Detecting Human-Object Interactions with Object-Guided Cross-Modal Calibrated Semantics

Overview

[AAAI2022] Detecting Human-Object Interactions with Object-Guided Cross-Modal Calibrated Semantics

Overall pipeline of OCN.

Paper Link: [arXiv] [AAAI official paper]

If you find our work or the codebase inspiring and useful to your research, please cite

@article{yuan2022OCN_HOI,
  title={Detecting Human-Object Interactions with Object-Guided Cross-Modal Calibrated Semantics},
  author={Yuan, Hangjie and Wang, Mang and Ni, Dong and Xu, Liangpeng},
  journal={arXiv preprint arXiv:2202.00259},
  year={2022}
}

Dataset preparation

1. HICO-DET

HICO-DET dataset can be downloaded here. After finishing downloading, unpack the tarball (hico_20160224_det.tar.gz) to the data directory.

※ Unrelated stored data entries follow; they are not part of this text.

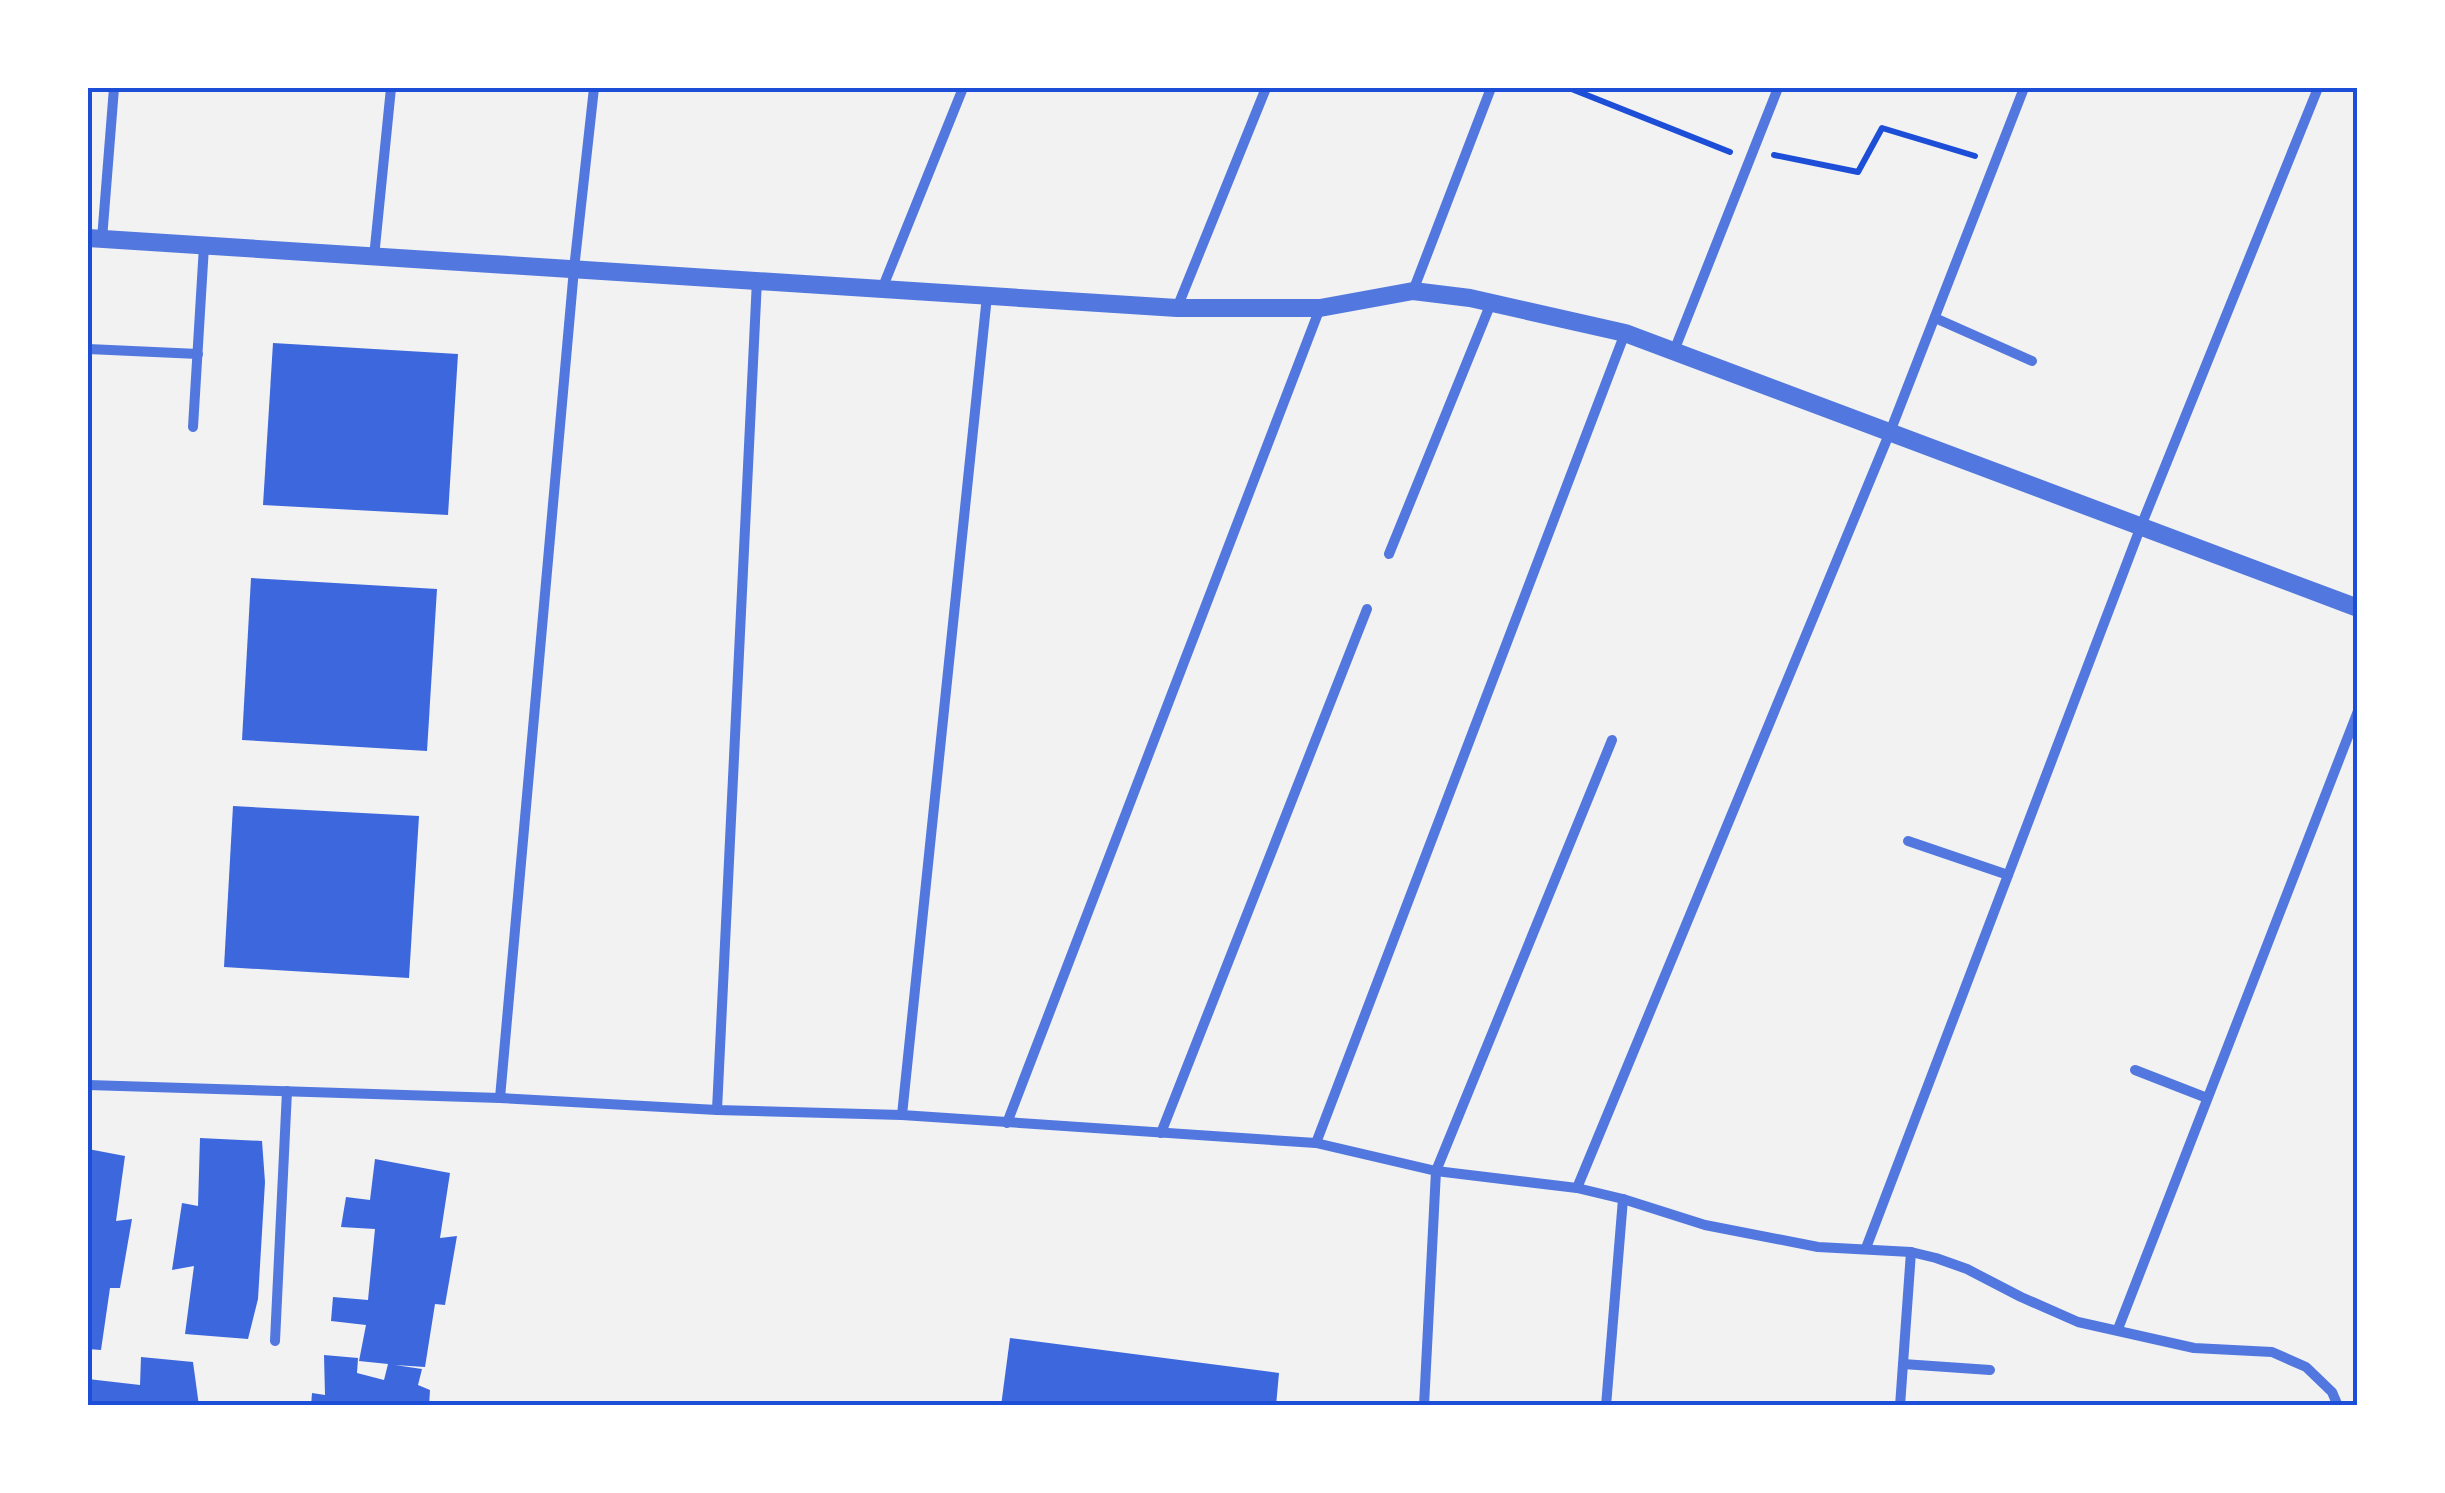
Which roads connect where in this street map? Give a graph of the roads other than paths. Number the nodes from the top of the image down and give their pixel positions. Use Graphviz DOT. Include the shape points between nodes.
graph roads {
  1 [pos="114,88"];
  2 [pos="392,88"];
  3 [pos="594,88"];
  4 [pos="963,88"];
  5 [pos="1266,88"];
  6 [pos="1491,88"];
  7 [pos="1778,88"];
  8 [pos="2024,88"];
  9 [pos="2318,88"];
  10 [pos="95,238"];
  11 [pos="204,246"];
  12 [pos="374,256"];
  13 [pos="574,270"];
  14 [pos="758,280"];
  15 [pos="882,289"];
  16 [pos="1413,291"];
  17 [pos="987,296"];
  18 [pos="1491,303"];
  19 [pos="1177,308"];
  20 [pos="1320,308"];
  21 [pos="1935,318"];
  22 [pos="1625,333"];
  23 [pos="88,349"];
  24 [pos="1674,351"];
  25 [pos="198,354"];
  26 [pos="2032,360"];
  27 [pos="194,427"];
  28 [pos="1890,432"];
  29 [pos="2141,526"];
  30 [pos="1389,554"];
  31 [pos="2358,608"];
  32 [pos="1367,609"];
  33 [pos="2358,711"];
  34 [pos="2353,734"];
  35 [pos="1612,740"];
  36 [pos="1908,842"];
  37 [pos="2008,875"];
  38 [pos="2134,1070"];
  39 [pos="88,1085"];
  40 [pos="287,1091"];
  41 [pos="500,1098"];
  42 [pos="2207,1098"];
  43 [pos="717,1110"];
  44 [pos="902,1115"];
  45 [pos="1007,1123"];
  46 [pos="1161,1133"];
  47 [pos="1316,1143"];
  48 [pos="1436,1171"];
  49 [pos="1577,1188"];
  50 [pos="1623,1199"];
  51 [pos="1866,1248"];
  52 [pos="1911,1252"];
  53 [pos="2118,1329"];
  54 [pos="274,1341"];
  55 [pos="1903,1364"];
  56 [pos="1990,1370"];
  57 [pos="1424,1406"];
  58 [pos="1606,1406"];
  59 [pos="1900,1406"];
  60 [pos="2338,1406"];
  1 -- 10 [label="street"];
  2 -- 12 [label="street"];
  3 -- 13 [label="street"];
  4 -- 15 [label="street"];
  5 -- 19 [label="street"];
  6 -- 16 [label="street"];
  7 -- 24 [label="street"];
  8 -- 21 [label="street"];
  9 -- 29 [label="street"];
  10 -- 11 [label="street"];
  11 -- 12 [label="street"];
  11 -- 25 [label="street"];
  12 -- 13 [label="street"];
  13 -- 14 [label="street"];
  13 -- 41 [label="street"];
  14 -- 15 [label="street"];
  14 -- 43 [label="street"];
  15 -- 17 [label="street"];
  16 -- 18 [label="street"];
  16 -- 20 [label="street"];
  17 -- 19 [label="street"];
  17 -- 44 [label="street"];
  18 -- 22 [label="street"];
  18 -- 30 [label="street"];
  19 -- 20 [label="street"];
  20 -- 45 [label="street"];
  21 -- 26 [label="street"];
  21 -- 28 [label="street"];
  22 -- 24 [label="street"];
  22 -- 47 [label="street"];
  23 -- 25 [label="street"];
  24 -- 28 [label="street"];
  25 -- 27 [label="street"];
  28 -- 29 [label="street"];
  28 -- 49 [label="street"];
  29 -- 31 [label="street"];
  29 -- 37 [label="street"];
  32 -- 46 [label="street"];
  33 -- 34 [label="street"];
  34 -- 42 [label="street"];
  35 -- 48 [label="street"];
  36 -- 37 [label="street"];
  37 -- 51 [label="street"];
  38 -- 42 [label="street"];
  39 -- 40 [label="street"];
  40 -- 41 [label="street"];
  40 -- 54 [label="street"];
  41 -- 43 [label="street"];
  42 -- 53 [label="street"];
  43 -- 44 [label="street"];
  44 -- 45 [label="street"];
  45 -- 46 [label="street"];
  46 -- 47 [label="street"];
  47 -- 48 [label="street"];
  48 -- 49 [label="street"];
  48 -- 57 [label="street"];
  49 -- 50 [label="street"];
  50 -- 51 [label="street" via="1705,1225 1818,1247"];
  50 -- 58 [label="street"];
  51 -- 52 [label="street"];
  52 -- 53 [label="street" via="1968,1270 2078,1322"];
  52 -- 55 [label="street"];
  53 -- 60 [label="street" via="2194,1348 2272,1352 2306,1367"];
  55 -- 56 [label="street"];
  55 -- 59 [label="street"];
}
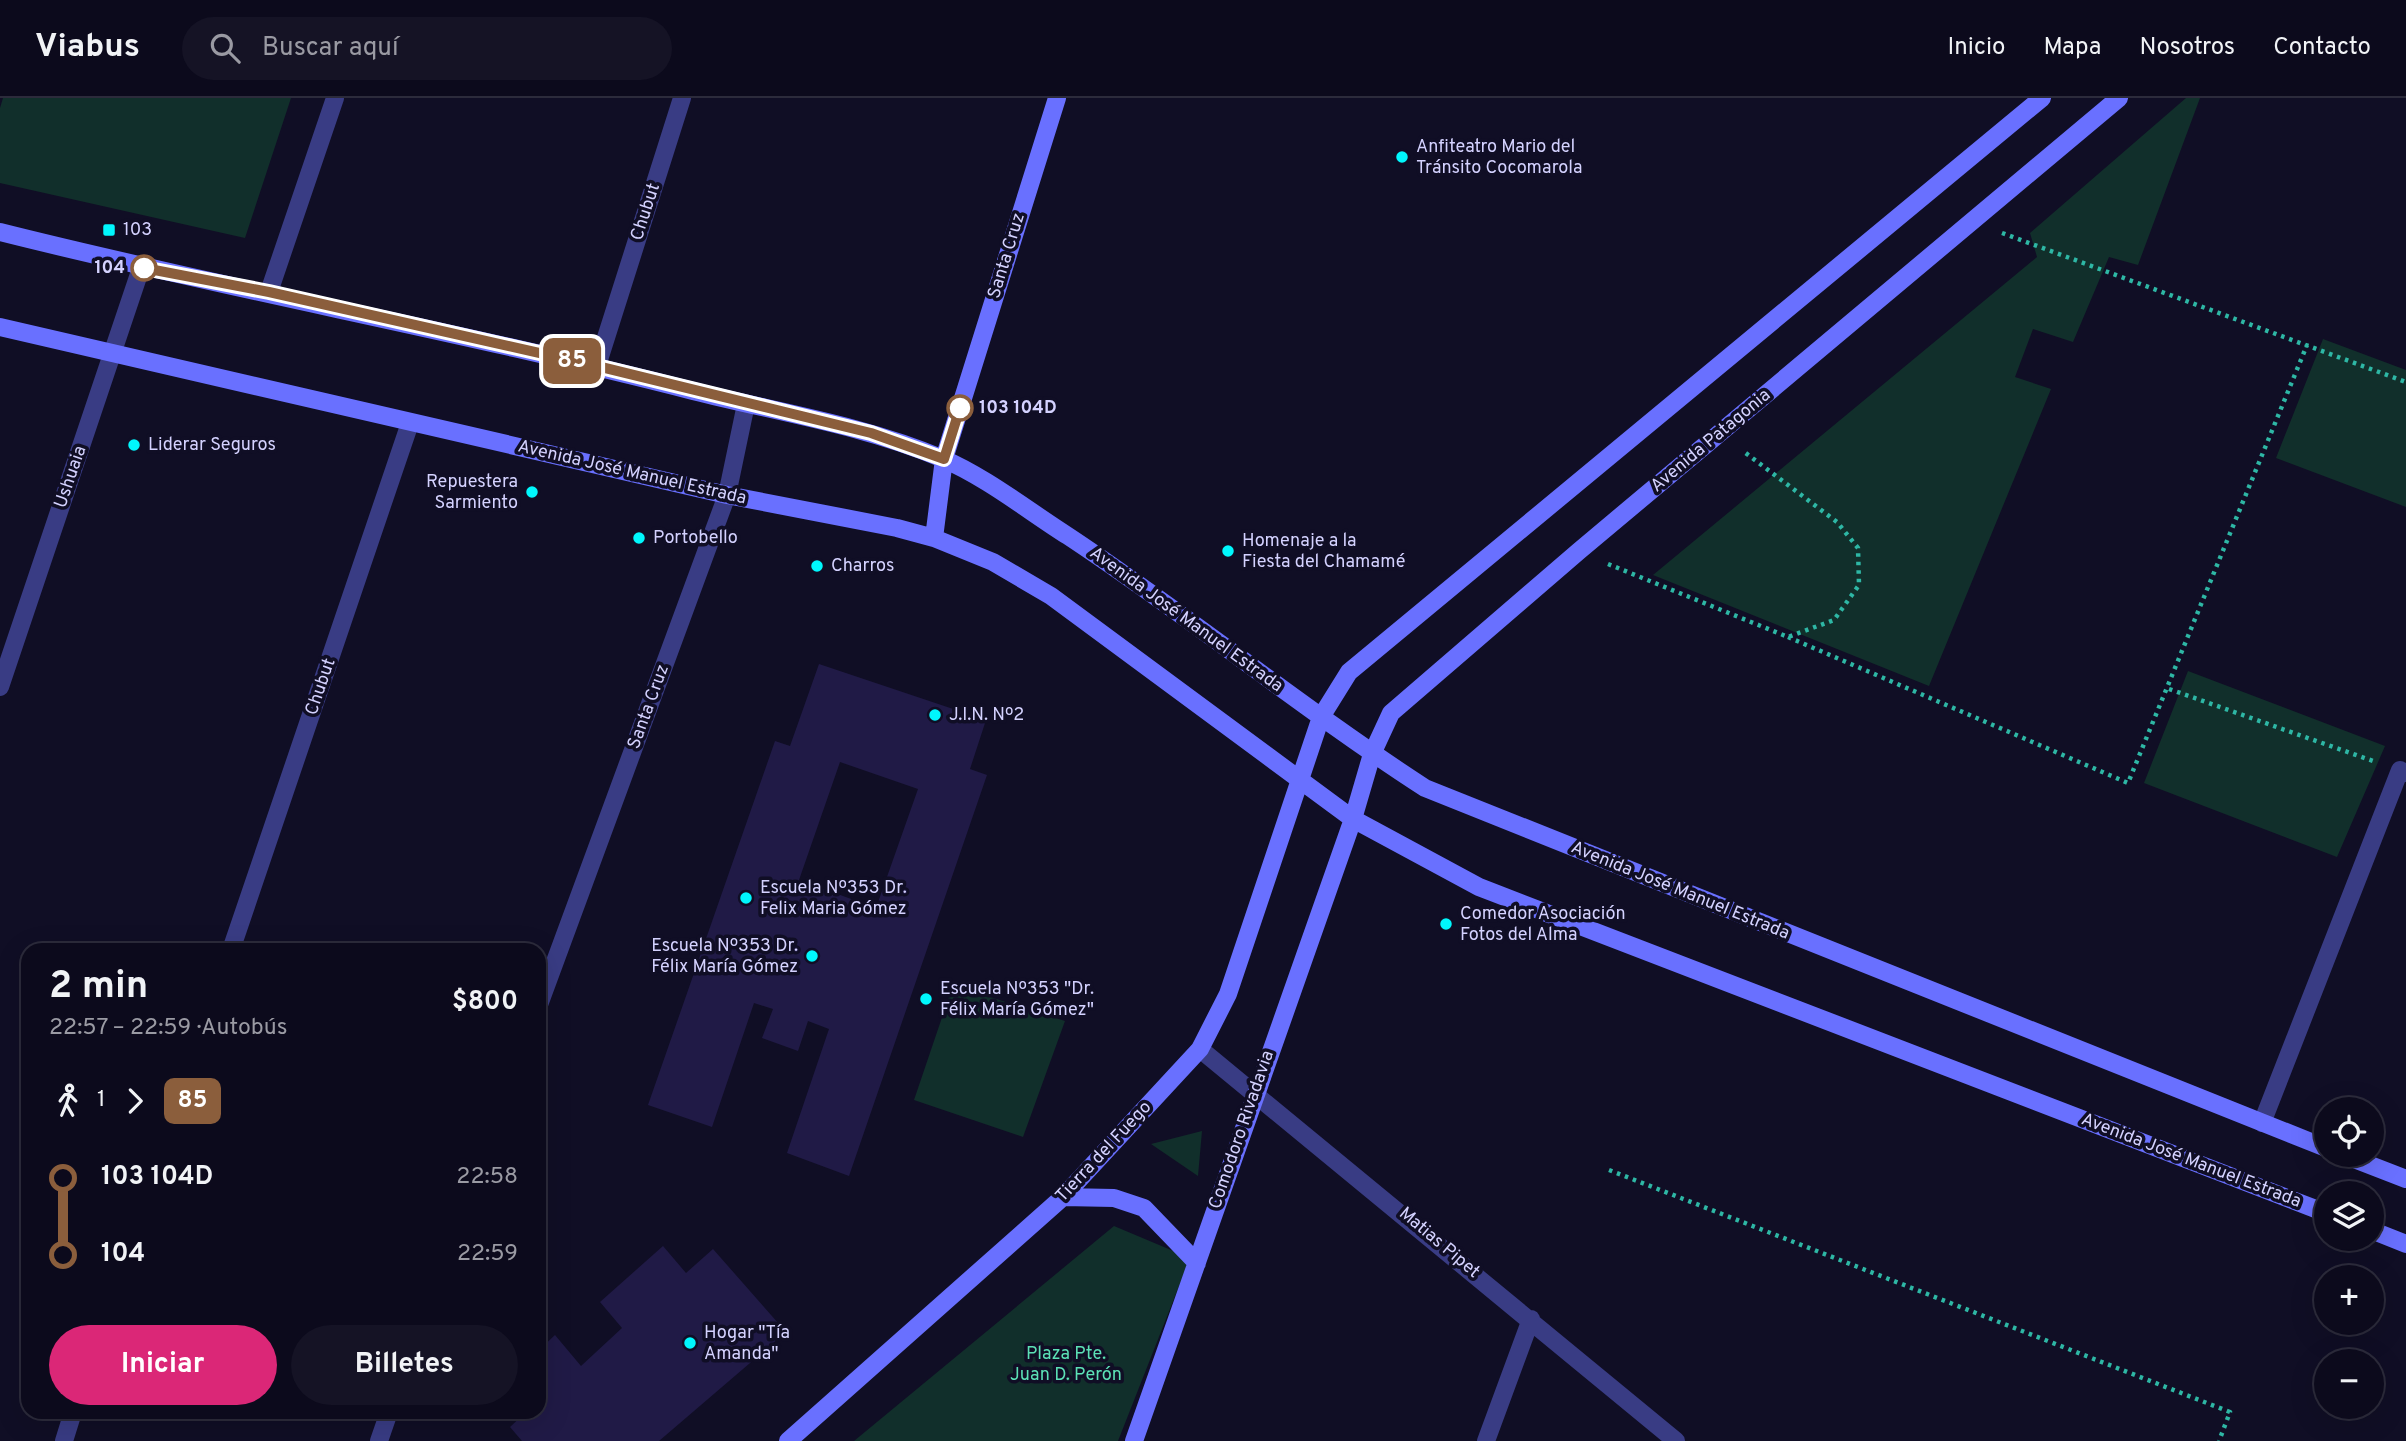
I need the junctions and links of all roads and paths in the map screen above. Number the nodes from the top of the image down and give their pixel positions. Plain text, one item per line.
1 (335, 98) edge
2 (682, 98) edge
3 (1057, 98) edge
4 (2042, 98) edge
5 (2119, 98) edge
6 (1972, 223) junction
7 (0, 232) edge
8 (141, 268) junction
9 (269, 292) junction
10 (0, 327) edge
11 (2307, 345) junction
12 (114, 353) junction
13 (597, 366) junction
14 (2406, 383) edge
15 (746, 404) junction
16 (410, 424) junction
17 (1720, 435) junction
18 (944, 459) junction
19 (727, 495) junction
20 (934, 538) junction
21 (1579, 551) junction
22 (1788, 637) junction
23 (0, 687) edge
24 (2169, 689) junction
25 (1321, 718) junction
26 (1372, 754) junction
27 (2403, 772) edge
28 (1301, 780) junction
29 (1353, 819) junction
30 (233, 943) edge
31 (546, 986) edge
32 (1200, 1049) junction
33 (1255, 1091) junction
34 (2262, 1123) junction
35 (2314, 1143) edge
36 (2375, 1167) edge
37 (1609, 1170) dead end
38 (2406, 1179) edge
39 (1063, 1197) junction
40 (2314, 1208) edge
41 (2384, 1235) edge
42 (2406, 1244) edge
43 (1197, 1263) junction
44 (1531, 1319) junction
45 (72, 1419) edge
46 (387, 1419) edge
47 (64, 1441) edge
48 (379, 1441) edge
49 (788, 1441) edge
50 (1134, 1441) edge
51 (1486, 1441) edge
52 (1676, 1441) edge
53 (2219, 1441) edge

1 - 9 street
2 - 13 street, Chubut
3 - 18 main road, Santa Cruz
4 - 25 main road
5 - 6 main road, Avenida Patagonia
6 - 11 path
6 - 17 main road, Avenida Patagonia
7 - 8 main road, Avenida José Manuel Estrada
8 - 9 main road, Avenida José Manuel Estrada
8 - 12 street, Ushuaia
9 - 13 main road, Avenida José Manuel Estrada
10 - 12 main road, Avenida José Manuel Estrada
11 - 14 path
11 - 24 path
12 - 16 main road, Avenida José Manuel Estrada
12 - 23 street, Ushuaia
13 - 15 main road, Avenida José Manuel Estrada
15 - 18 main road, Avenida José Manuel Estrada
15 - 19 street, Santa Cruz
16 - 19 main road, Avenida José Manuel Estrada
16 - 30 street, Chubut
17 - 21 main road, Avenida Patagonia
17 - 22 path
18 - 20 main road, Santa Cruz
18 - 25 main road, Avenida José Manuel Estrada
19 - 20 main road, Avenida José Manuel Estrada
19 - 31 street, Santa Cruz
20 - 28 main road, Avenida José Manuel Estrada
21 - 22 path
21 - 26 main road, Avenida Patagonia
22 - 24 path
24 - 27 path
25 - 26 main road, Avenida José Manuel Estrada
25 - 28 main road
26 - 29 main road, Avenida Patagonia
26 - 34 main road, Avenida José Manuel Estrada
27 - 34 street
28 - 29 main road, Avenida José Manuel Estrada
28 - 32 main road, Tierra del Fuego
29 - 33 main road, Comodoro Rivadavia
29 - 40 main road, Avenida José Manuel Estrada
32 - 33 street, Matias Pipet
32 - 39 main road, Tierra del Fuego
33 - 43 main road, Comodoro Rivadavia
33 - 44 street, Matias Pipet
34 - 35 main road, Avenida José Manuel Estrada
36 - 38 main road
37 - 53 path
39 - 43 main road
39 - 49 main road, Tierra del Fuego
41 - 42 main road
43 - 50 main road, Comodoro Rivadavia
44 - 51 street
44 - 52 street, Matias Pipet
45 - 47 street
46 - 48 street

Instead of using the original annotations files, we use the annotation files provided by the PPDM authors. The annotation files can be downloaded from here. The downloaded annotation files have to be placed as follows.

qpic
 |─ data
 │   └─ hico_20160224_det
 |       |─ annotations
 |       |   |─ trainval_hico.json
 |       |   |─ test_hico.json
 |       |   └─ corre_hico.npy
 :       :

2. V-COCO

First clone the repository of V-COCO from here, and then follow the instruction to generate the file instances_vcoco_all_2014.json. Next, download the prior file prior.pickle from here. Place the files and make directories as follows.

qpic
 |─ data
 │   └─ v-coco
 |       |─ data
 |       |   |─ instances_vcoco_all_2014.json
 |       |   :
 |       |─ prior.pickle
 |       |─ images
 |       |   |─ train2014
 |       |   |   |─ COCO_train2014_000000000009.jpg
 |       |   |   :
 |       |   └─ val2014
 |       |       |─ COCO_val2014_000000000042.jpg
 |       |       :
 |       |─ annotations
 :       :

For our implementation, the annotation file have to be converted to the HOIA format. The conversion can be conducted as follows.

PYTHONPATH=data/v-coco \
        python convert_vcoco_annotations.py \
        --load_path data/v-coco/data \
        --prior_path data/v-coco/prior.pickle \
        --save_path data/v-coco/annotations

Note that only Python2 can be used for this conversion because vsrl_utils.py in the v-coco repository shows a error with Python3.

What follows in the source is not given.